Sem firmeza, nada é possível. É certo que a Europa e os EUA cometeram erros no período que se seguiu ao colapso da União Soviética. Os EUA, em especial, podem ser acusados de agir de forma arrogante e de humilhar desnecessariamente a Rússia. Mas o desaparecimento da União Soviética foi o resultado de uma longa sequência de erros, começando pela incapacidade da Rússia pré-soviética em harmonizar-se com a modernidade. Os líderes russos pós-soviéticos ainda não abordaram estas lacunas.

Ao adoptar uma posição agressiva e revisionista, Putin cometeu um erro histórico e estratégico. O modelo de Putin deveria ter sido Pedro, o Grande. Deveria ter tido a ambição de vincular o futuro da Rússia ao da Europa. Em vez disso, Putin procurou inspiração em Nicolau I, o mais reaccionário dos czares da Rússia do século XIX.

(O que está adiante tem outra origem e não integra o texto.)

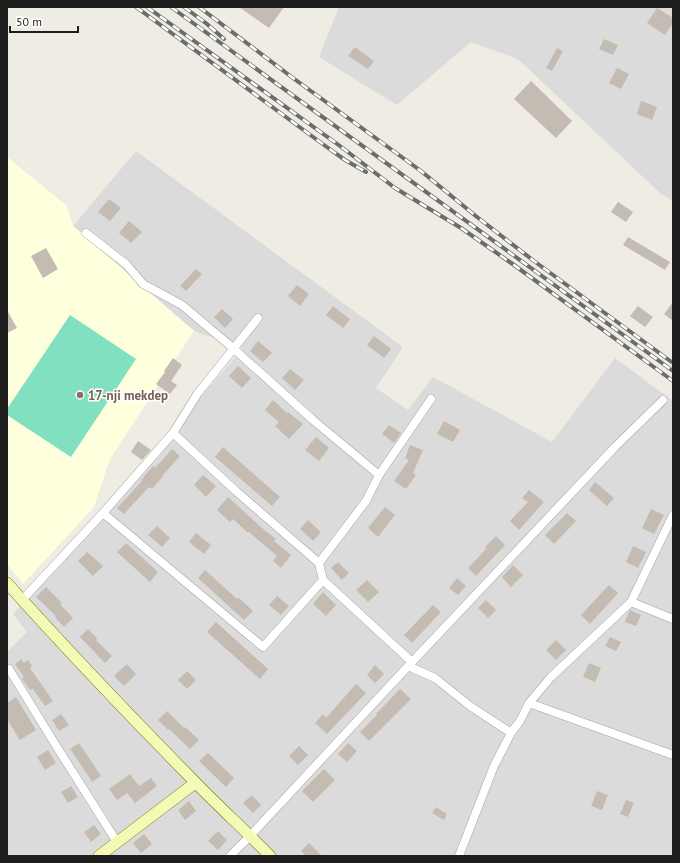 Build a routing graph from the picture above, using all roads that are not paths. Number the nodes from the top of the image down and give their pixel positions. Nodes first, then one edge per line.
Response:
1 (86, 233) dead end
2 (258, 318) dead end
3 (234, 349) junction
4 (431, 399) dead end
5 (663, 400) dead end
6 (173, 434) junction
7 (379, 475) junction
8 (104, 513) junction
9 (673, 515) edge
10 (319, 563) junction
11 (323, 580) junction
12 (7, 583) edge
13 (22, 600) junction
14 (631, 602) junction
15 (673, 619) edge
16 (410, 664) junction
17 (9, 669) dead end
18 (529, 703) junction
19 (511, 733) junction
20 (673, 755) edge
21 (195, 782) junction
22 (250, 836) junction
23 (117, 842) junction
24 (99, 856) edge
25 (230, 856) edge
26 (270, 856) edge
27 (459, 856) edge

1 - 3 street
2 - 3 street
3 - 6 street
3 - 7 street
4 - 7 street
5 - 16 street
6 - 8 street
6 - 10 street
7 - 10 street
8 - 11 street
8 - 13 street
9 - 14 street
10 - 11 street
11 - 16 street
12 - 13 street
13 - 21 street
14 - 15 street
14 - 18 street
16 - 19 street
16 - 22 street
17 - 23 street
18 - 19 street
18 - 20 street
19 - 27 street
21 - 22 street
21 - 23 street
22 - 25 street
22 - 26 street
23 - 24 street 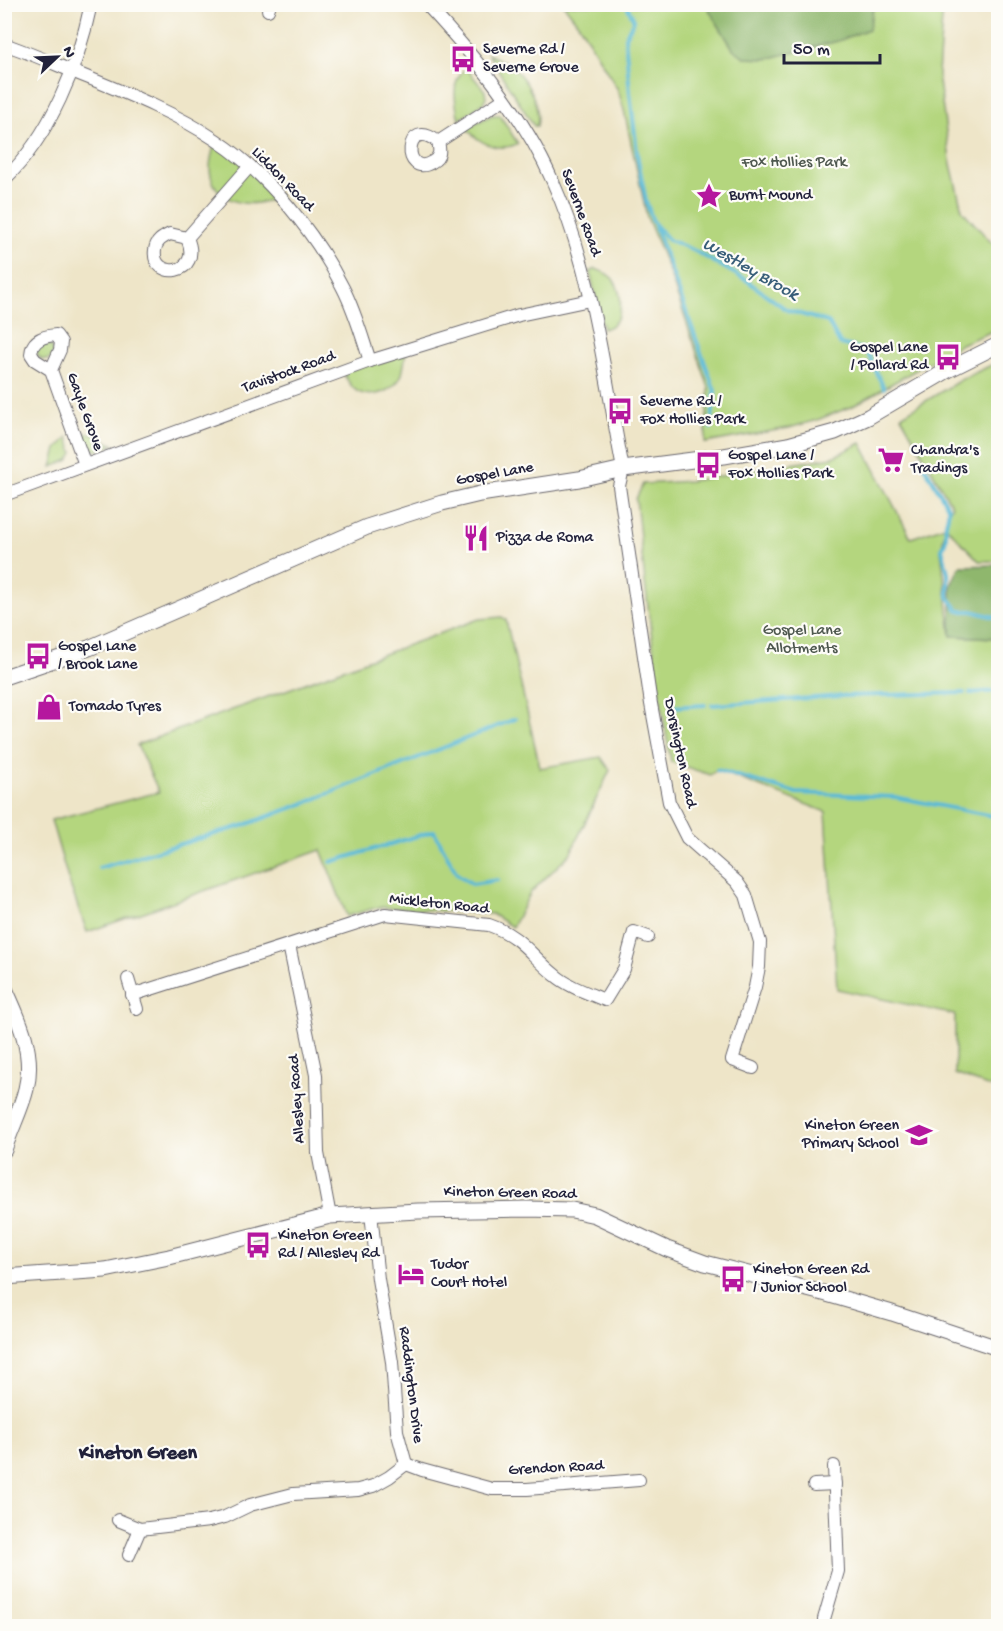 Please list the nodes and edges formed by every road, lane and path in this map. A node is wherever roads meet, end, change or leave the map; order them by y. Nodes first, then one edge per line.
1 (91, 4) edge
2 (426, 4) edge
3 (4, 44) edge
4 (71, 71) junction
5 (504, 99) junction
6 (438, 142) dead end
7 (250, 166) junction
8 (4, 180) edge
9 (187, 238) dead end
10 (590, 300) junction
11 (999, 345) edge
12 (370, 361) junction
13 (51, 370) dead end
14 (85, 465) junction
15 (623, 469) junction
16 (4, 495) edge
17 (4, 676) edge
18 (648, 937) dead end
19 (289, 945) junction
20 (128, 979) dead end
21 (4, 987) edge
22 (132, 995) junction
23 (137, 1009) dead end
24 (753, 1068) dead end
25 (4, 1150) edge
26 (371, 1213) junction
27 (330, 1216) junction
28 (4, 1277) edge
29 (999, 1348) edge
30 (406, 1464) junction
31 (834, 1466) dead end
32 (639, 1480) dead end
33 (835, 1484) junction
34 (814, 1485) dead end
35 (118, 1520) dead end
36 (140, 1528) junction
37 (129, 1555) dead end
38 (824, 1626) edge

1 - 4 street
2 - 5 street, Severne Road
3 - 4 street, Liddon Road
4 - 7 street, Liddon Road
4 - 8 street
5 - 6 street
5 - 10 street, Severne Road
7 - 9 street
7 - 12 street, Liddon Road
10 - 12 street, Tavistock Road
10 - 15 street, Severne Road
11 - 15 street, Gospel Lane
12 - 14 street, Tavistock Road
13 - 14 street, Gayle Grove
14 - 16 street, Tavistock Road
15 - 17 street, Gospel Lane
15 - 24 street, Dorsington Road
18 - 19 street, Mickleton Road
19 - 22 street, Mickleton Road
19 - 27 street, Allesley Road
20 - 22 street
21 - 25 street
22 - 23 street
26 - 27 street, Kineton Green Road
26 - 29 street, Kineton Green Road
26 - 30 street, Raddington Drive
27 - 28 street, Kineton Green Road
30 - 32 street, Grendon Road
30 - 36 street, Raddington Drive
31 - 33 street
33 - 34 street
33 - 38 street
35 - 36 street, Raddington Drive
36 - 37 street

Podemos comprovar o fracasso da política de Putin através da comparação da Rússia com a China. O fosso entre os dois países - no que diz respeito ao comportamento e às realizações de cada um - nunca foi tão acentuado. Na Cimeira do G20, realizada no corrente mês em Brisbane, a China desempenhou a sua parte com mestria, salientando a sua boa vontade, particularmente quanto à questão das alterações climáticas. A Rússia, por sua vez, pareceu estar auto-isolada - pateticamente auto-isolada, tendo em conta o impacto do seu isolamento na respectiva economia.